Hua Huai eut si peur qu'elle laissa tomber la carte, mais celle-ci ne toucha pas le sol. Elle flotta au contraire devant elle et se déploya en un écran écarlate et immatériel.
[Joueuse Hua Huai, liaison réussie.]
[Règles du Jeu d'Horreur :]
[1. Mourir dans le jeu, c'est mourir dans le monde réel.]
[2. Terminer un jeu rapporte des récompenses en argent, versées directement sur la Clé du Jeu d'Horreur, mot de passe 000000.]
[3. Les anomalies présentes dans le jeu peuvent être liées à la Clé du Jeu d'Horreur.
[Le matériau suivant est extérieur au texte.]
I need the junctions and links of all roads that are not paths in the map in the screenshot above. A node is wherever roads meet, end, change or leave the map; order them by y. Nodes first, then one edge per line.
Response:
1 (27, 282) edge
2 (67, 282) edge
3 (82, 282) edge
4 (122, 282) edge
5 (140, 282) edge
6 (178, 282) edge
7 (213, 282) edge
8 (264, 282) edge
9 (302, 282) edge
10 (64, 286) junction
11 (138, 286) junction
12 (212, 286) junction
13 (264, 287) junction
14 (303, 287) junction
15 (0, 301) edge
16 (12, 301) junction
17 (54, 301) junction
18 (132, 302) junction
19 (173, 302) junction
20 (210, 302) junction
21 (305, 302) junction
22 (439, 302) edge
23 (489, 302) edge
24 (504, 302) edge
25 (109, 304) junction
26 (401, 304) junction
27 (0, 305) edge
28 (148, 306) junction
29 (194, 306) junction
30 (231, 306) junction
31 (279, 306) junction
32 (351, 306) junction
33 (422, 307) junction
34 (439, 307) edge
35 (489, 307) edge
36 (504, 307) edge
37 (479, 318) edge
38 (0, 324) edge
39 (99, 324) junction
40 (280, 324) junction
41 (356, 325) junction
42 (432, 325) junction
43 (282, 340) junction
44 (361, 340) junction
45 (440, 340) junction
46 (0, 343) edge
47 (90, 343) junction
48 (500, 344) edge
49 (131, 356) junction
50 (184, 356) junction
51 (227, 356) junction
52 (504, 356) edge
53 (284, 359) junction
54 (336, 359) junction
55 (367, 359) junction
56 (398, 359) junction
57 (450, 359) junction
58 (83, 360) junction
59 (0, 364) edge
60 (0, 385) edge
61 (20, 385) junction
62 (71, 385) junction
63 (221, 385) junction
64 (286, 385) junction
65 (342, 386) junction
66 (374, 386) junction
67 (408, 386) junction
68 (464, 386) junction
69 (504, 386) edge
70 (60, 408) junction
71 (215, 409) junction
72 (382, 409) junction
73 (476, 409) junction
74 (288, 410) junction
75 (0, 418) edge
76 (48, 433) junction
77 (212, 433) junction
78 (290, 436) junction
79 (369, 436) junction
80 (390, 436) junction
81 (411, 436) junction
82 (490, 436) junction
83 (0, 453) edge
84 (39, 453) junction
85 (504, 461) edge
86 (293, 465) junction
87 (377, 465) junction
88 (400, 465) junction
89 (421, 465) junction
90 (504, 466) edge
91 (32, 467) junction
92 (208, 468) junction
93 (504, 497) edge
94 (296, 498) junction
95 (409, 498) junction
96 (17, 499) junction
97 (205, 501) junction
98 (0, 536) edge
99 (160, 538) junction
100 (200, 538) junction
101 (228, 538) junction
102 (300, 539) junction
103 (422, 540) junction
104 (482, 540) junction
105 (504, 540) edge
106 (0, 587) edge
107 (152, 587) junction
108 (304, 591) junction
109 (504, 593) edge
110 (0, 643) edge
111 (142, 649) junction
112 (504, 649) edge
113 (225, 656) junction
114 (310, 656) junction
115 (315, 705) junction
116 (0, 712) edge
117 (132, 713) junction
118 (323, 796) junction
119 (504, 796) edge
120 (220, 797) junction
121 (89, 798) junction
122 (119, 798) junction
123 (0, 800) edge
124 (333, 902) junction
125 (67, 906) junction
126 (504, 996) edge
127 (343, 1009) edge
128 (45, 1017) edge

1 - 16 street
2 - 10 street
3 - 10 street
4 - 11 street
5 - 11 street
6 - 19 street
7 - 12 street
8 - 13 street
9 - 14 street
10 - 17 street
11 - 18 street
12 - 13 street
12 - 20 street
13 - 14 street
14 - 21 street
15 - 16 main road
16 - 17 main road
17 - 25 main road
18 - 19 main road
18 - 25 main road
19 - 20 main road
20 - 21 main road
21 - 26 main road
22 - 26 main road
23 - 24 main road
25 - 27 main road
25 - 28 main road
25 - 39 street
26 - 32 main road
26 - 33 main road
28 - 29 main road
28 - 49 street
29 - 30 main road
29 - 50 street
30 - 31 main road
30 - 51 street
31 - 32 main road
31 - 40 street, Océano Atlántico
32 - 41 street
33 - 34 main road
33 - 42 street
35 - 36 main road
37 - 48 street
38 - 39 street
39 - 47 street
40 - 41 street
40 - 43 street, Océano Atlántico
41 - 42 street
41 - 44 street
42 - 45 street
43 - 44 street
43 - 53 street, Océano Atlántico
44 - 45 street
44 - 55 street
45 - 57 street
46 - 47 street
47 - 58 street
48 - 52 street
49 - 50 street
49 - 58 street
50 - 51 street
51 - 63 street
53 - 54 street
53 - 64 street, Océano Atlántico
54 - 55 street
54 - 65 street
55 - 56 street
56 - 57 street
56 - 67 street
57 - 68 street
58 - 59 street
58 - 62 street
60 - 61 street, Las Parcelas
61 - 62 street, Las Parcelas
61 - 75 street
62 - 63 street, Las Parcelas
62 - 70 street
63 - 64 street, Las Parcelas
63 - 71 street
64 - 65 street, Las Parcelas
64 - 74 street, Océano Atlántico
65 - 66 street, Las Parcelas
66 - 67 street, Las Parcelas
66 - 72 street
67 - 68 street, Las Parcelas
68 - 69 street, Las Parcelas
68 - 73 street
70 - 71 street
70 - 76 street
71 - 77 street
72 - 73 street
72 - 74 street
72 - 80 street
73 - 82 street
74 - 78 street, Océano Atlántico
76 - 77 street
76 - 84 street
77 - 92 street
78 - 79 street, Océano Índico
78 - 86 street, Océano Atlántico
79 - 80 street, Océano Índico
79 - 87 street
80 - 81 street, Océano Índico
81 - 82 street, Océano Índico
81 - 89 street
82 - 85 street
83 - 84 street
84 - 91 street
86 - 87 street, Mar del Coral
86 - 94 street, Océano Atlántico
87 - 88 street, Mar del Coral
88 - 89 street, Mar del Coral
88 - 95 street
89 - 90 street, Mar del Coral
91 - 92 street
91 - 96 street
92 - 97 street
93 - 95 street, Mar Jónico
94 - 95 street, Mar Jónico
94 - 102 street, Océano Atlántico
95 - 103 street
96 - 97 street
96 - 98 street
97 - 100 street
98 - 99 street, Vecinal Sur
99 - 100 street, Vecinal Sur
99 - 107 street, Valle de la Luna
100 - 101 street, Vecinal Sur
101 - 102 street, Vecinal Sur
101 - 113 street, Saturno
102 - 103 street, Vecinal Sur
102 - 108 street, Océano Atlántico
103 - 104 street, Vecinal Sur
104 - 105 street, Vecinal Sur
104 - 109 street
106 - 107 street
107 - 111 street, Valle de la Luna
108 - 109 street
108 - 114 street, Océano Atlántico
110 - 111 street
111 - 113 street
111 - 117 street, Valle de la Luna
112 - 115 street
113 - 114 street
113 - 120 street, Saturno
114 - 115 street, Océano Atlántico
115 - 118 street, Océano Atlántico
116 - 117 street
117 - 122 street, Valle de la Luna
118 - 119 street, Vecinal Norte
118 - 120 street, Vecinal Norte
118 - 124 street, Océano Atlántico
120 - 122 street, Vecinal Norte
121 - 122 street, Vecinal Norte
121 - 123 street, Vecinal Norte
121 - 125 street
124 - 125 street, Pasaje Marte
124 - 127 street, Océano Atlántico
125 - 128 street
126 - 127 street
Plus la confiance de l'anomalie envers vous est élevée, plus le taux de réussite de l'invitation à la liaison est élevé.]
[4. Il existe une probabilité d'obtenir des objets dans le jeu, susceptibles de provoquer bien des effets inattendus.]
[5. Les joueurs ne peuvent pas s'entretuer, sous peine de subir un contrecoup.]
[6. La difficulté des jeux, de la plus haute à la plus basse, est : SSS > SS > S > A > B > C > D > F. Plus la difficulté achevée est haute, plus les récompenses en argent sont élevées.]
[7. Terminer un jeu accorde un certain temps de repos, correspondant à la difficulté : SSS = 20 ans, SS = 5 ans, S = 1 an, A = 180 jours, B = 90 jours, C = 30 jours, D = 10 jours, F = 3 jours.]
[8. Pendant le temps de repos, les joueurs peuvent tout de même choisir d'entrer volontairement dans un jeu.]
[9. Le niveau des joueurs, du plus haut au plus bas, est : SSS > SS > S > A > B > C > D > F, réparti selon le temps de repos accumulé : SSS = 2000 ans, SS = 90 ans, S = 30 ans, A = 3 ans, B = 1 an, C = 120 jours, D = 30 jours, F = 29 jours et moins. Les niveaux ne font que monter, jamais descendre.]
[10. Le premier joueur à atteindre le niveau SSS recevra une surprise.]
Un joueur de niveau SSS exige deux mille ans de temps de repos, alors que la récompense de la plus haute difficulté n'est que de vingt ans.
Autrement dit, même en entrant dans un jeu de niveau SSS, il faudrait le terminer cent fois, une tâche presque impossible.
De plus, la vie d'une personne est finie ; deux mille ans de temps de repos suffisent à vivre vingt existences.
À y songer ainsi, Hua Huai ne nourrissait aucun espoir quant à la surprise du niveau SSS.
L'écran écarlate scintilla et afficha le panneau d'informations de la joueuse.
[Joueuse : Hua Huai]
[Âge : 12 ans]
[Niveau : F]
[Argent : 0]
[Temps de repos : 0]
[Objets possédés : aucun]
[Anomalie liée : aucune]
[Détection d'un temps de repos de 0 pour la joueuse, chargement immédiat du Jeu d'Horreur...]
L'écran afficha une image de chargement, et le décor alentour se vida.
Hua Huai était agenouillée sur place, la bouche pleine de poils de chien, le visage couvert du sang de la bête, qui glissait dans son col avec l'eau de pluie ; elle avait l'air perdue et hébétée.